Stored data entries
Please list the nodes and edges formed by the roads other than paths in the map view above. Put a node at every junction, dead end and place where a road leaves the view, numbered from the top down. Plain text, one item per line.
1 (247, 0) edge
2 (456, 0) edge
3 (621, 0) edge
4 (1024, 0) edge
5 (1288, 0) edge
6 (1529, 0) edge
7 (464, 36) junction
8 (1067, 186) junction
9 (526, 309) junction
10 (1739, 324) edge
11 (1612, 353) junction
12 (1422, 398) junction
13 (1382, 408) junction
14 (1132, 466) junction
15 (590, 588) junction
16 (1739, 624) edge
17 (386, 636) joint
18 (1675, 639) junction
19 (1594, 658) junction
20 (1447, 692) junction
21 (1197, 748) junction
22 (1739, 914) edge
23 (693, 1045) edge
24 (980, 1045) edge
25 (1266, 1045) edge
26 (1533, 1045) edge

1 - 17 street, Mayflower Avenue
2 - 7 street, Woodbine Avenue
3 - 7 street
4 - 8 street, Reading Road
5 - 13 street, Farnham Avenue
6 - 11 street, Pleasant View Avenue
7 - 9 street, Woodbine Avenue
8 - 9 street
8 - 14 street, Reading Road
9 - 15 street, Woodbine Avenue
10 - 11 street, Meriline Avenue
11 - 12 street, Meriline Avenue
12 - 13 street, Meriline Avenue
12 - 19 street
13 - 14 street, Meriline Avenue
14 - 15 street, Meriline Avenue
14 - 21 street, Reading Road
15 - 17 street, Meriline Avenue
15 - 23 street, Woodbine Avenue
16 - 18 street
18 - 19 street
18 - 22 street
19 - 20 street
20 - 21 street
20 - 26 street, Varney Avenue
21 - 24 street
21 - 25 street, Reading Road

#### ASSIGNMENT
What lines above mention "Reading"? Copy each one.

#### FINISHED TASK
4 - 8 street, Reading Road
8 - 14 street, Reading Road
14 - 21 street, Reading Road
21 - 25 street, Reading Road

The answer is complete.